The automotive industry is ready for this challenge, and several solutions are already proven. Catalyst technology, SCR-systems, flow designs and thermal preservation, are just some of the technologies that we can optimize even further, and already now Dinex has pending innovations for ground breaking new technologies, for developing aftertreatment solutions for the requirements of tomorrow.
But what about the CO2? Already Diesel is one of the most CO2-efficient fuels available, but also here we see examples of innovative progress: Light-weight components, Aerodynamic designs, hybrid-electric powertrains, low-resistance tires, and intelligent fleet management, has shown a full potential to cut fuel consumption – and hence CO2 emissions – by over 30%!
Continuously pursuing cleaner air –
but it’s not all about tail pipes.
There are still a lot of old vehicles out there, and there are political trends to ban even pre-Euro 5 vehicles from entering certain urban areas. As we’ve seen over the past 30 years, promoting the latest emission standards has a huge impact on air quality, and the industry continues to improve the technologies that brought us this far.
But to keep up the pace on the good trend, it calls for a wider focus than simply what is coming out of the tail pipes. Exhaust gas is not the only source of Particulate pollution, and to put that into perspective studies shows that for a modern diesel vehicle, over 90% of the PM10 and PM2.5 emissions comes from tire wear, brake wear and road wear. Although different types of particles, still a pollution source that brings environmental and health related challenges – and which are bound to intensify with the trend of increased weight of electrified vehicles.
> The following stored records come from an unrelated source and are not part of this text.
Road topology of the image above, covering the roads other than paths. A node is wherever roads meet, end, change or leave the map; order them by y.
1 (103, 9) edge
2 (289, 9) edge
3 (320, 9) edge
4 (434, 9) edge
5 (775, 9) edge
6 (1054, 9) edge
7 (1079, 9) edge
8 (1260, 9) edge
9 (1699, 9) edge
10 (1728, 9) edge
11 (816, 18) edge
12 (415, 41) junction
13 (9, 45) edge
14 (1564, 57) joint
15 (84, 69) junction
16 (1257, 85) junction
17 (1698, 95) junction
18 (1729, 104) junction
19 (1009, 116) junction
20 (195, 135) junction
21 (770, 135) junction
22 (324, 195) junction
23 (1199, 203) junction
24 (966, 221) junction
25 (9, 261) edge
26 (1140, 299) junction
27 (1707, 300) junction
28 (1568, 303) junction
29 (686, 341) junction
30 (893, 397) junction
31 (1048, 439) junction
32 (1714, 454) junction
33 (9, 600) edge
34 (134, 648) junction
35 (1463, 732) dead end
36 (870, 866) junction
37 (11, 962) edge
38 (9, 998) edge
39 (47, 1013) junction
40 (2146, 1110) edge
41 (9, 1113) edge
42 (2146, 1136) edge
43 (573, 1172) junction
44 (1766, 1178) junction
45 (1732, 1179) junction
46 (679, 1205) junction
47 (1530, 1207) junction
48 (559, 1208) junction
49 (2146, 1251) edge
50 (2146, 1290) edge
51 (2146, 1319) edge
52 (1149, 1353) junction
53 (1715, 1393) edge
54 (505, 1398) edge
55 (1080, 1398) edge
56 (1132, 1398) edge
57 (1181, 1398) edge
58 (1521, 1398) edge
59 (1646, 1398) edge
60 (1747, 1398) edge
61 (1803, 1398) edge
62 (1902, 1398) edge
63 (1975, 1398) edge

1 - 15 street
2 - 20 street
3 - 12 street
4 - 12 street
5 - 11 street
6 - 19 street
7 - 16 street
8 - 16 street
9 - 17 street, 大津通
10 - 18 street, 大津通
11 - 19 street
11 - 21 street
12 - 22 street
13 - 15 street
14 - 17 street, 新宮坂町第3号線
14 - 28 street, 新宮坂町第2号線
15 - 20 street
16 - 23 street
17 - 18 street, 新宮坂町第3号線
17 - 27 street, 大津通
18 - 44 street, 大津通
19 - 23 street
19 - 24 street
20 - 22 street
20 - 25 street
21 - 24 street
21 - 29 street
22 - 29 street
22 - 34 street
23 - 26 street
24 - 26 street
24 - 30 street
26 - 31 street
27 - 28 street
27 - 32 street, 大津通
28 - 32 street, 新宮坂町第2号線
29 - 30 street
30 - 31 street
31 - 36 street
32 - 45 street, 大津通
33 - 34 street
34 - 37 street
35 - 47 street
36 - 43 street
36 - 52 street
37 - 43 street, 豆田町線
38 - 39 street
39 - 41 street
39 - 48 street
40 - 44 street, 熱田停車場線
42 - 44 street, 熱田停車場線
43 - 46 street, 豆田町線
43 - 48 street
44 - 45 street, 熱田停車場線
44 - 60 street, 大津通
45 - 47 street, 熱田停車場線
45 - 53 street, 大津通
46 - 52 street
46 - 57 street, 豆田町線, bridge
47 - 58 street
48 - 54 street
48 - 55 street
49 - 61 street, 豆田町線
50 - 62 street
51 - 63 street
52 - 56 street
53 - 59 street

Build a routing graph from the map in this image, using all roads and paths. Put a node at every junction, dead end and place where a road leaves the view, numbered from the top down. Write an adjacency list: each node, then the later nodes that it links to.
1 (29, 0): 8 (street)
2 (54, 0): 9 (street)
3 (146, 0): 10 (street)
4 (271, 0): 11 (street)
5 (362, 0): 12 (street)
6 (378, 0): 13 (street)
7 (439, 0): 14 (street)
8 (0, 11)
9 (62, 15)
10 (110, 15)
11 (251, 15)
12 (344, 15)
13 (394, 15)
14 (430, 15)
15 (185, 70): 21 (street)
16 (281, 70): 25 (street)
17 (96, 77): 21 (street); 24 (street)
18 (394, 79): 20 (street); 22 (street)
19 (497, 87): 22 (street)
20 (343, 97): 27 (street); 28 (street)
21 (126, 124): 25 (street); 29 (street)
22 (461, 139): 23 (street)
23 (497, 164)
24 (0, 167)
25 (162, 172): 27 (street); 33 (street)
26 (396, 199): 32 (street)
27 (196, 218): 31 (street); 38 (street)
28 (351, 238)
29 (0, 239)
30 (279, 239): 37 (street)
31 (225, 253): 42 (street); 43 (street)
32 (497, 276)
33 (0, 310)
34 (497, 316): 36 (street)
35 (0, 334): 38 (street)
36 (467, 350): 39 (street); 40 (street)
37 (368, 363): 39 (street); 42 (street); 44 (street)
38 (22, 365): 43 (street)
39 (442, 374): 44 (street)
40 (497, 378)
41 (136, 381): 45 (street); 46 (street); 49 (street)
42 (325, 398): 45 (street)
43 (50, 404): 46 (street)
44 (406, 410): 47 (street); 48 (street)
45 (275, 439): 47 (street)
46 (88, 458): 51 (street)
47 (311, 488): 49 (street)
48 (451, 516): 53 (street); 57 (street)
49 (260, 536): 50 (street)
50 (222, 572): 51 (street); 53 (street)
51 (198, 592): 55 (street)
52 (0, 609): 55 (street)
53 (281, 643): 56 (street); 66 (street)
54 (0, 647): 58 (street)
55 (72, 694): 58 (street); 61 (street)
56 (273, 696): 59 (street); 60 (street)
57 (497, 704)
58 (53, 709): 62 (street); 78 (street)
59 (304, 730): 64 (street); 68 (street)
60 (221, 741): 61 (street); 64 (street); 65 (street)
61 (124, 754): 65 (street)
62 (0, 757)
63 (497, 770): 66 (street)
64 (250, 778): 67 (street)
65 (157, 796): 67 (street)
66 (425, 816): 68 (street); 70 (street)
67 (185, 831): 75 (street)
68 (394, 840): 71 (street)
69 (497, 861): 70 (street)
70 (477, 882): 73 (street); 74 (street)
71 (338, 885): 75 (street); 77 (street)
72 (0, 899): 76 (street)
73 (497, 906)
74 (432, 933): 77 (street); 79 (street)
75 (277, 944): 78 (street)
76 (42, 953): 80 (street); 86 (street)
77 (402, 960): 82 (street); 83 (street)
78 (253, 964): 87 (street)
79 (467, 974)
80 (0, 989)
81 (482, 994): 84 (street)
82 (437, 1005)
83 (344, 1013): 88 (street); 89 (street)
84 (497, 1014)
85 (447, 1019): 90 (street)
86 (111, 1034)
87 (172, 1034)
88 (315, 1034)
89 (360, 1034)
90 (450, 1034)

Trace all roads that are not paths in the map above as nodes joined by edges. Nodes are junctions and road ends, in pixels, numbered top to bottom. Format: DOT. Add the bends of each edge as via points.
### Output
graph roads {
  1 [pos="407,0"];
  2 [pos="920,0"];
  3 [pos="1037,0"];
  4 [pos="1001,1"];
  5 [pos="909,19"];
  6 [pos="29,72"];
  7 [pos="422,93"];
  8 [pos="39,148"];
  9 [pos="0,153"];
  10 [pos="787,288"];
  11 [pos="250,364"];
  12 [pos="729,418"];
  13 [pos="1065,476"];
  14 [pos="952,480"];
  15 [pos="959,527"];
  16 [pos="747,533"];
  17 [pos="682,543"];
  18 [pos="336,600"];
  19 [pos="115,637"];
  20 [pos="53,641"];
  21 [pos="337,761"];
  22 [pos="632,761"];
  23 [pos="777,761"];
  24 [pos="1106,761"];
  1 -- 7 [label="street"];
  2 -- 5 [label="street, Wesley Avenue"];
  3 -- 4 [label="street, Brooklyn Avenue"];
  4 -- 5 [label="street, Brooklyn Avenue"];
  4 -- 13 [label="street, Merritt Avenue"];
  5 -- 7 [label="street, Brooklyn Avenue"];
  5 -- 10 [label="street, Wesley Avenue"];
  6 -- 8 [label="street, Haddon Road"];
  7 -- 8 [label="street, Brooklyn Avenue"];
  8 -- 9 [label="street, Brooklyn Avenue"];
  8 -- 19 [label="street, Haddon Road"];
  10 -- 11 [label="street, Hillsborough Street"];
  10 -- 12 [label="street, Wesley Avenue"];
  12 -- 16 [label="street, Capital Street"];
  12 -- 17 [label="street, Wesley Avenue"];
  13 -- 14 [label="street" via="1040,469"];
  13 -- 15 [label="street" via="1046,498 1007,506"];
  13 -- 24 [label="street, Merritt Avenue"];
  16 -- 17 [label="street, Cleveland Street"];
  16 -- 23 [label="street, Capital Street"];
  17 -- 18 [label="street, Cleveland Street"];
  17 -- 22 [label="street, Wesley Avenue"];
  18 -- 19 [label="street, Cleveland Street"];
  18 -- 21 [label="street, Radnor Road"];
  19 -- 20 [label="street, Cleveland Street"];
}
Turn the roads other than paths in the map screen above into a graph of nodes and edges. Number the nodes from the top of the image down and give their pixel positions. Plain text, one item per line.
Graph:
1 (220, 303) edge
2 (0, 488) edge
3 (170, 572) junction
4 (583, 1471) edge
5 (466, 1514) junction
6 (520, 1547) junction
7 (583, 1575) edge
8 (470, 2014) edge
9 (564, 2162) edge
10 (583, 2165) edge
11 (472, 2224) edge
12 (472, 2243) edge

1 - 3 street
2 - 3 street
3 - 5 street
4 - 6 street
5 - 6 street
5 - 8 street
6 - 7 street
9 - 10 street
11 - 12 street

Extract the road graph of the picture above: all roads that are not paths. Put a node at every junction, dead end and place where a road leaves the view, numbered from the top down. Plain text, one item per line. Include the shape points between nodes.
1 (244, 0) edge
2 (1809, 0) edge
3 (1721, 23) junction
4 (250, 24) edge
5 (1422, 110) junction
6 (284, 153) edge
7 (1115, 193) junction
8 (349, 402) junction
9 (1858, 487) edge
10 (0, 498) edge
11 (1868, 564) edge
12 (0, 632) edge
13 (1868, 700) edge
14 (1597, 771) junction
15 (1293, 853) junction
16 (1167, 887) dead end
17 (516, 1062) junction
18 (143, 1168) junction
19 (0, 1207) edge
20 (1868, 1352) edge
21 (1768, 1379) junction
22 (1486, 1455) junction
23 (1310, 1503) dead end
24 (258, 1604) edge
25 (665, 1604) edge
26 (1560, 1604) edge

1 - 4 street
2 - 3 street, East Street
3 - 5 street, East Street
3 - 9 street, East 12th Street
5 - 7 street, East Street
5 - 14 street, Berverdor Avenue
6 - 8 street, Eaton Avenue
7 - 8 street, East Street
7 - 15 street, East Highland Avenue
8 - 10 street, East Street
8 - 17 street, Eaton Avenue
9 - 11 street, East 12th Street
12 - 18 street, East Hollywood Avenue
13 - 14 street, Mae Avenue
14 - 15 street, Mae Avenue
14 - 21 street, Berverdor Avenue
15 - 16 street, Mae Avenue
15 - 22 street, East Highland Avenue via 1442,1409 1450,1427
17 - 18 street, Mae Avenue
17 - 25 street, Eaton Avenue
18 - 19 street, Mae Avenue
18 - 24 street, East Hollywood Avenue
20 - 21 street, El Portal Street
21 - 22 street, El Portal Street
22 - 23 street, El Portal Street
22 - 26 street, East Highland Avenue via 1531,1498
Finally, although poor air quality is often considered a local issue, solutions must be found also continentally. Pollution travels from region to region, which is why we start to see tendencies that
while the transport sector is getting cleaner at the tail pipe, an increasing share of both PM and NOx-pollution in urban areas, comes from sources outside the area where it is measured, such as marine application (ships), urban heating, and electricity production from power plants.